/ 20 April 2021

Bheki Mseleku: An activist on his own terms

Steve Dyer
Steve Dyer remembers Bheki Mseleku’s playing style as very strong on melody and functional harmony. (Image courtesy of Steve Dyer)

In 1985, I met Bheki Mseleku in Botswana. In April that year there was an event called Freedom Melody: a whole lot of bands got together and played. The African Jazz Pioneers were there, I think, and the Jazz Survivors from Zimbabwe.

Bheki came through for that and then there was Bra Hugh Masakela’s band, Kalahari, and Bra Jonas Gwangwa’s band that I was playing in, called Shakawe. He came and he guested with Shakawe, playing tenor saxophone at some point. 

Bheki just astounded everybody. He played both piano and sax, sometimes at the same time. He was just very musical. He was like, I would say, a Mozart. If you listen, harmonically he plays within the structure of the rules, often. His approach is within functional harmony, whereas other people would go outside and do other things. He often used the functional harmony. 

Even though Bheki had a great technique and could play very fast, the other thing is that he was very strong on melody. That, I think, was quite a remarkable feature of his.

He was really quite influenced by McCoy Tyner, who played with John Coltrane. There is a lineage there between Tyner and Bheki and then into a whole lot of the new crop of South African pianists. I think he’s had quite an extensive influence on most of them. 

It’s a question of melody and also inflection of a sound from here. He vocalised quite a lot of his lines, which set him apart from Tyner and that tradition over there. But I remember, at the time, people were saying: “But hey, you are not playing South African music?” 

There was a contestation. I regarded it thus: with Bra Hugh and Bra Jonas, we were playing struggle music. It was kind of overtly against the system. Whereas Bheki was always … For example, when I went to London and I saw him some place and I said: “Well, have you been in touch with anyone from home?” He turned and said: “Where’s home?”

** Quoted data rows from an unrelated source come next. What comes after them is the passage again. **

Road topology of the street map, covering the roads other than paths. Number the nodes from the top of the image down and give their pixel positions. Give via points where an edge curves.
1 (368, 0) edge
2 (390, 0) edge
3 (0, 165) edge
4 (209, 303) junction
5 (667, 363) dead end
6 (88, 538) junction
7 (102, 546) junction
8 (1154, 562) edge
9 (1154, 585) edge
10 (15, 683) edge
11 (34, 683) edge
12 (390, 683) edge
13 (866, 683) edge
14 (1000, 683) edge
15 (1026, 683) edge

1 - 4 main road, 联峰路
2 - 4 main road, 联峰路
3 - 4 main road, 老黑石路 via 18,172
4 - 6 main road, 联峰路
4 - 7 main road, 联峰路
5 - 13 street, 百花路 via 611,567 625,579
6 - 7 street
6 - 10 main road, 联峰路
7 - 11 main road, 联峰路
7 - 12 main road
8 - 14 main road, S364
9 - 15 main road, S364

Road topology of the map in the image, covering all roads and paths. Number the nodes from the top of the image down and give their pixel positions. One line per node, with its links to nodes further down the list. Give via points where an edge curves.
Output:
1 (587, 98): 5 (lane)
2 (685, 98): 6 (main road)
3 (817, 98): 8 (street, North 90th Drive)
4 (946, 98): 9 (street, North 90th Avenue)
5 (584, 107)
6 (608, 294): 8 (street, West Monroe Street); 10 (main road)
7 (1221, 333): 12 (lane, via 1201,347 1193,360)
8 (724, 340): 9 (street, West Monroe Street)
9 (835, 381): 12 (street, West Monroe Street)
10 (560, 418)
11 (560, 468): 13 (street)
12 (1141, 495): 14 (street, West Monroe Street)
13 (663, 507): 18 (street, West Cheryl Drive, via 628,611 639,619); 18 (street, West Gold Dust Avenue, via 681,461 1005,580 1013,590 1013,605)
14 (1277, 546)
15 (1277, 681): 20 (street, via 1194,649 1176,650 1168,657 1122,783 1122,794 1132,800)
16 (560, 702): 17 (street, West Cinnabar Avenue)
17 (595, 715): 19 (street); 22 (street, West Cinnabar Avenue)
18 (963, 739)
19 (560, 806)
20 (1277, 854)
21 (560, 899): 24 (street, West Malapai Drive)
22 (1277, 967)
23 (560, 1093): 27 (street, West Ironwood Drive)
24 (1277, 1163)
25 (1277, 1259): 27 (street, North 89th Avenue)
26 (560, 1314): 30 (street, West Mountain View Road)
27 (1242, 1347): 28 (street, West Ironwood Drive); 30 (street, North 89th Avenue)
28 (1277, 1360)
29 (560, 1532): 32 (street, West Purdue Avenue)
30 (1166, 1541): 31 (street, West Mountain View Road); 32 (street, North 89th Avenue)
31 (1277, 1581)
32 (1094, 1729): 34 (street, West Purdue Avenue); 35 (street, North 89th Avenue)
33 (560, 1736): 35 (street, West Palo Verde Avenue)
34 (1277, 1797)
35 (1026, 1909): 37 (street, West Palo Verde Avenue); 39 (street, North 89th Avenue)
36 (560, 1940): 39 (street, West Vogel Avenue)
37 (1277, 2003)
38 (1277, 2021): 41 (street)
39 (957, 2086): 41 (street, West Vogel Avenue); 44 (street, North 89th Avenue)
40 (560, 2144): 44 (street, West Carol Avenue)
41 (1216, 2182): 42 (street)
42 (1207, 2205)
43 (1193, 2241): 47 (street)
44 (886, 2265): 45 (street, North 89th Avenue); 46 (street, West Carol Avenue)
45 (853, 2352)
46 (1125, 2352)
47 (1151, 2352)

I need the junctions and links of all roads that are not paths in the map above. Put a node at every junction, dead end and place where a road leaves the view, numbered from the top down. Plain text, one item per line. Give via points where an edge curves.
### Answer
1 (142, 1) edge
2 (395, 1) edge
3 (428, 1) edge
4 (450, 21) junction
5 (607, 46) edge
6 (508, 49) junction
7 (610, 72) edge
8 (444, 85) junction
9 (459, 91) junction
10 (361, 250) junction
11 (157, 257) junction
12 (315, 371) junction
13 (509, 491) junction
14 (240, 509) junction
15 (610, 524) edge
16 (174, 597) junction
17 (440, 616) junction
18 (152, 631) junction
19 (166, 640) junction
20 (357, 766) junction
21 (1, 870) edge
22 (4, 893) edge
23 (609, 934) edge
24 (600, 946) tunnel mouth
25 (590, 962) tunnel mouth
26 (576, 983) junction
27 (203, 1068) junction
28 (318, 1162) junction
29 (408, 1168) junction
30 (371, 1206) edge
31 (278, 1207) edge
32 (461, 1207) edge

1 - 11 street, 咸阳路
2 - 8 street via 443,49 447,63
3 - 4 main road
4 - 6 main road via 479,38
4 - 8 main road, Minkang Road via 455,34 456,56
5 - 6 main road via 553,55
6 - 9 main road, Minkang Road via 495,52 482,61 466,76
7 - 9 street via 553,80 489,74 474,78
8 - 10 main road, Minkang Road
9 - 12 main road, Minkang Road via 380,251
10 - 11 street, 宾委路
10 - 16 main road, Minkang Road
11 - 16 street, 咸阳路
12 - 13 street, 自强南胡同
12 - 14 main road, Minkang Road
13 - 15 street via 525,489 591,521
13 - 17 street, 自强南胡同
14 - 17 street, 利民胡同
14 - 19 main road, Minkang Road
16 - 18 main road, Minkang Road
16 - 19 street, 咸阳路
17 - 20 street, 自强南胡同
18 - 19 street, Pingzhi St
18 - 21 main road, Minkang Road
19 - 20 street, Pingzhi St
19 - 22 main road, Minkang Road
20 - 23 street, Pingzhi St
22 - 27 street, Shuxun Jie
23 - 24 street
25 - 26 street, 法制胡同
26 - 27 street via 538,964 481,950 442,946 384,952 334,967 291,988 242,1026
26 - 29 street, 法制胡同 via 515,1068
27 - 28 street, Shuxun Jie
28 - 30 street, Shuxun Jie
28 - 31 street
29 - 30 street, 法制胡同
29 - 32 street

So he was not nationalistic in that way of thinking: “Okay, I’m in exile and South Africa’s there. It’s a dream and I can’t wait to get.” This is how the expansive dimension that he brought was different to the kind of thrust of the day, in terms of what a cultural activist should be doing. 

I think I’d say, in hindsight, if you look at the influence and what the interests of the young people have been, they’ve been more geared towards exploring what he could bring, and exploring harmony more than [having] the marabi and the mbaqanga tradition being carried on and continued.

Also, Bheki would sing a simple song and get the heavy jazz guys to join in and he wouldn’t think of it. He wouldn’t compartmentalise, in any way, whatever he was doing.

Also, I find with musicians, there is a tendency that the greater the profile of the musician, the more deference you give them in social situations. Bheki was just Bheki whoever he came across. If he had money he’d give it away sometimes and just be very unmaterialistic.

In 2003 he heard me playing at the Cape Town International Jazz Festival. He came up to me and said: “Wow, you’ve grown. It’s really an inspiration.” That made me happy; that he had listened.